La filmación del castigo físico del que fue objeto una niña de 7 años por parte de su madre y su posterior difusión en las redes sociales, despertó nuevamente en la sociedad un debate sobre la eventual diferencia entre corrección mediante el castigo corporal y violencia extrema.
Al respecto, la Unicef señala que estos hechos son muestras claras de que “ambas formas de corrección no pueden ser aceptadas y que es muy fácil sobrepasar el límite”.

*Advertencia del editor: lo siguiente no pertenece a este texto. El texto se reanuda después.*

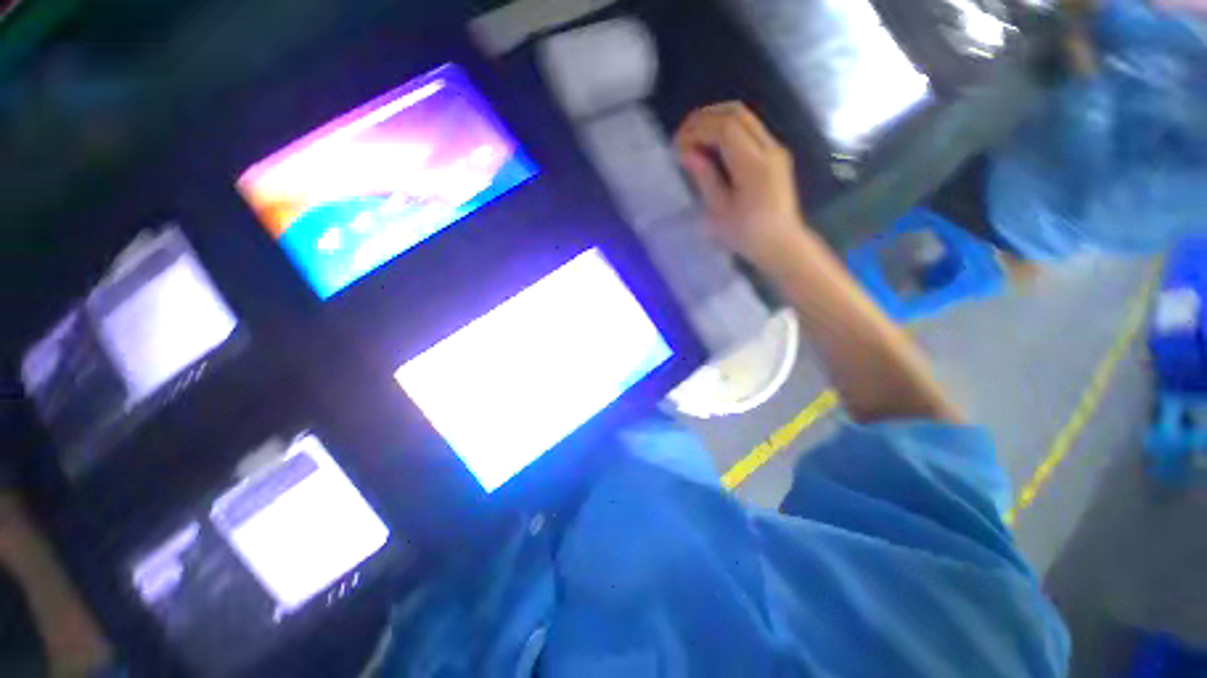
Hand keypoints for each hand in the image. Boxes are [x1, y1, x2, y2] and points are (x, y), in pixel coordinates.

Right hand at [674, 102, 808, 269]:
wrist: (781, 244)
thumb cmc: (746, 235)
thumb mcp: (719, 211)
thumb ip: (705, 178)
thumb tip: (687, 153)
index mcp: (754, 166)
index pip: (725, 128)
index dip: (698, 129)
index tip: (678, 144)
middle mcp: (769, 149)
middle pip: (737, 113)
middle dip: (705, 118)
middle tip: (683, 135)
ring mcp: (775, 149)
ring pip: (745, 117)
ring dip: (716, 120)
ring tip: (694, 138)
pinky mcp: (776, 155)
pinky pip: (750, 129)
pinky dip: (727, 129)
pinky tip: (712, 145)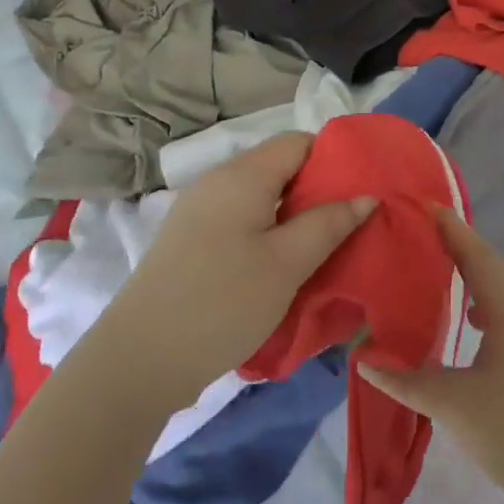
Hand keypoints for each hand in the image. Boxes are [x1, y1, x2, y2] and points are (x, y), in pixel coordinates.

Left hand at [99, 133, 373, 412]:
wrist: (138, 361)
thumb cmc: (222, 302)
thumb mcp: (288, 263)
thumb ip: (330, 223)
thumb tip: (366, 196)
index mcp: (242, 175)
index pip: (298, 142)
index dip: (333, 159)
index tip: (361, 192)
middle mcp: (218, 182)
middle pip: (280, 168)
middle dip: (318, 192)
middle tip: (350, 225)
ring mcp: (199, 212)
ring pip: (262, 198)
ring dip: (295, 217)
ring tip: (323, 249)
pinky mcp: (190, 241)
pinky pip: (242, 221)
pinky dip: (269, 234)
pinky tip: (283, 266)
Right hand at [359, 209, 503, 503]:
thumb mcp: (454, 403)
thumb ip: (407, 379)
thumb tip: (363, 358)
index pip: (475, 253)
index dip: (450, 228)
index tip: (423, 204)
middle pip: (490, 266)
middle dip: (459, 246)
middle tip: (423, 233)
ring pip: (501, 292)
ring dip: (473, 276)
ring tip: (439, 271)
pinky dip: (483, 306)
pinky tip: (468, 324)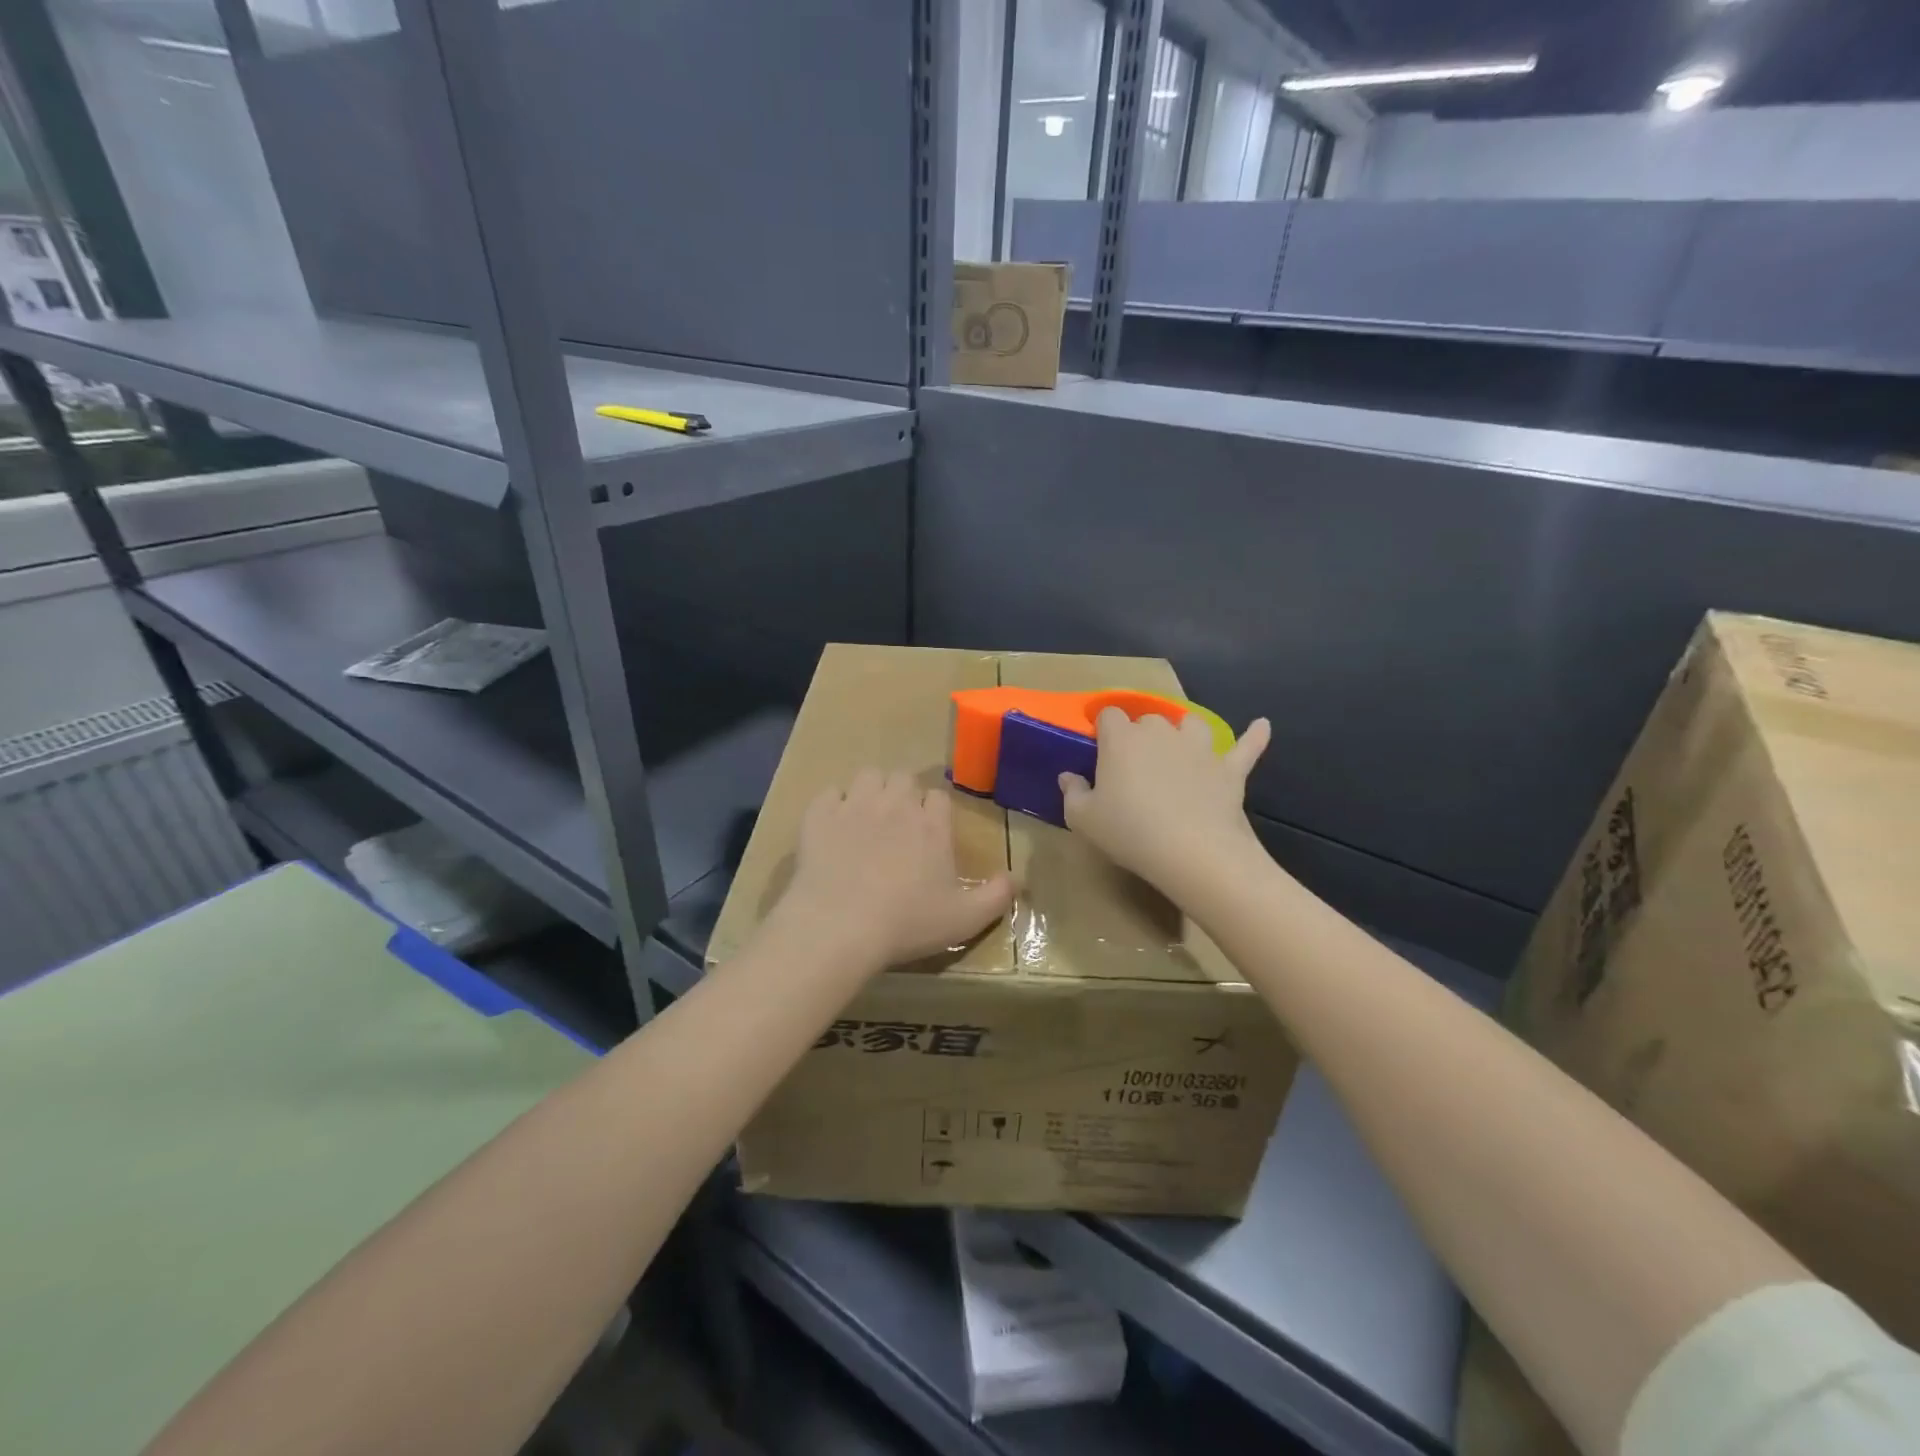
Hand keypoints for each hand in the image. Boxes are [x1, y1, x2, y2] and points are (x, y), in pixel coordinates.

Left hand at [774, 769, 1015, 971]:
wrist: (838, 926)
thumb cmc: (906, 924)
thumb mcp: (964, 920)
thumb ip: (997, 897)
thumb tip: (1017, 879)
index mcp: (932, 825)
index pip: (939, 797)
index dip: (935, 812)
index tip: (930, 834)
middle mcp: (896, 805)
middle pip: (904, 779)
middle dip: (903, 796)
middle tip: (897, 827)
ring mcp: (855, 805)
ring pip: (868, 776)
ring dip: (871, 791)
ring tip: (866, 819)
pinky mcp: (819, 815)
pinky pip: (829, 793)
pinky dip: (832, 805)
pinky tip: (833, 827)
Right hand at [1059, 709, 1270, 903]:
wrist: (1193, 852)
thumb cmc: (1130, 832)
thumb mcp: (1083, 819)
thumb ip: (1073, 793)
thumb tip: (1068, 776)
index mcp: (1122, 739)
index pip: (1110, 715)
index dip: (1104, 728)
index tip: (1099, 750)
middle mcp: (1161, 733)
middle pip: (1149, 719)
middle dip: (1141, 734)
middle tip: (1135, 766)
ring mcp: (1200, 748)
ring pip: (1192, 724)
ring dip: (1184, 732)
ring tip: (1179, 748)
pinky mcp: (1230, 769)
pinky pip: (1246, 746)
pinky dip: (1254, 736)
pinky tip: (1262, 725)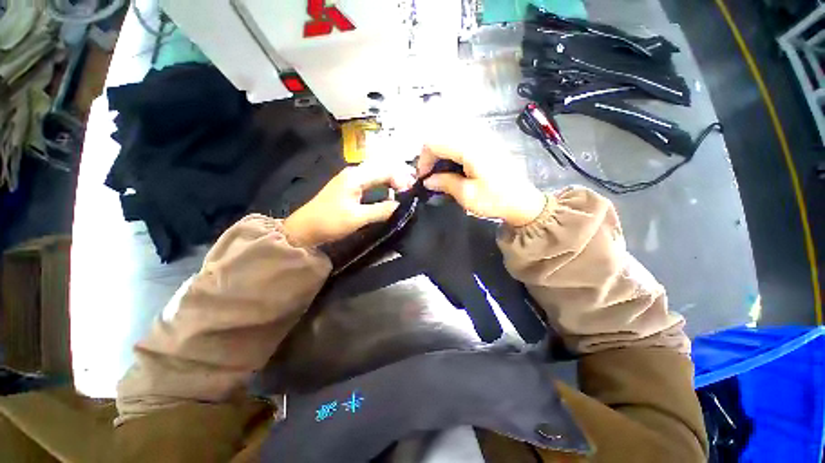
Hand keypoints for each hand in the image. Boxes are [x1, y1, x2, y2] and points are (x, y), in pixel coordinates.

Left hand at [283, 161, 415, 246]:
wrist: (304, 229)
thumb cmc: (329, 222)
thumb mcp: (357, 218)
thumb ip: (381, 211)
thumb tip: (403, 206)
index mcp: (356, 175)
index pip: (387, 169)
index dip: (402, 179)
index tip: (412, 194)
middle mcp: (354, 172)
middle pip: (382, 168)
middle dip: (399, 178)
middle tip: (411, 194)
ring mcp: (350, 179)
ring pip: (377, 175)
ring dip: (391, 183)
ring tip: (403, 196)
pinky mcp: (347, 187)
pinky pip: (370, 182)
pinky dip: (381, 187)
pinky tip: (388, 198)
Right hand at [416, 145, 545, 226]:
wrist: (524, 202)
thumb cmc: (496, 200)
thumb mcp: (468, 196)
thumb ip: (445, 183)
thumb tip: (428, 180)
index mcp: (469, 148)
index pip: (434, 143)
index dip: (424, 159)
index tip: (424, 177)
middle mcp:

“En realidad se trata de una cuestión de principios ¿por qué estaría bien golpear a un niño, niña y adolescentes si no está socialmente aceptado golpear a un adulto o a una mujer para resolver los conflictos? ¿Acaso no son personas iguales e inclusive más indefensas?”, indica el comunicado difundido a los medios de comunicación.
Un estudio realizado por Unicef y la Ong Beca, en Paraguay, durante el 2009, en una población representativa a nivel nacional de niños y niñas en edad escolar, reveló que el 61 % recibía algún tipo de violencia por parte de su familia.
Para la Unicef, un aspecto llamativo es que la mayoría de los casos de violencia están catalogados como del tipo grave con un 35% (golpes con objetos, patadas, quemaduras, etc.), frente a 13% de violencia psicológica y 13% de violencia física leve (por ejemplo, nalgadas). “El maltrato psicológico es aquel que implica menosprecio e insultos entre otras cosas. Esto es relevante si tenemos en cuenta que la mayoría recordó haber recibido más castigo físico severo en el país entre los 3 y 5 años”.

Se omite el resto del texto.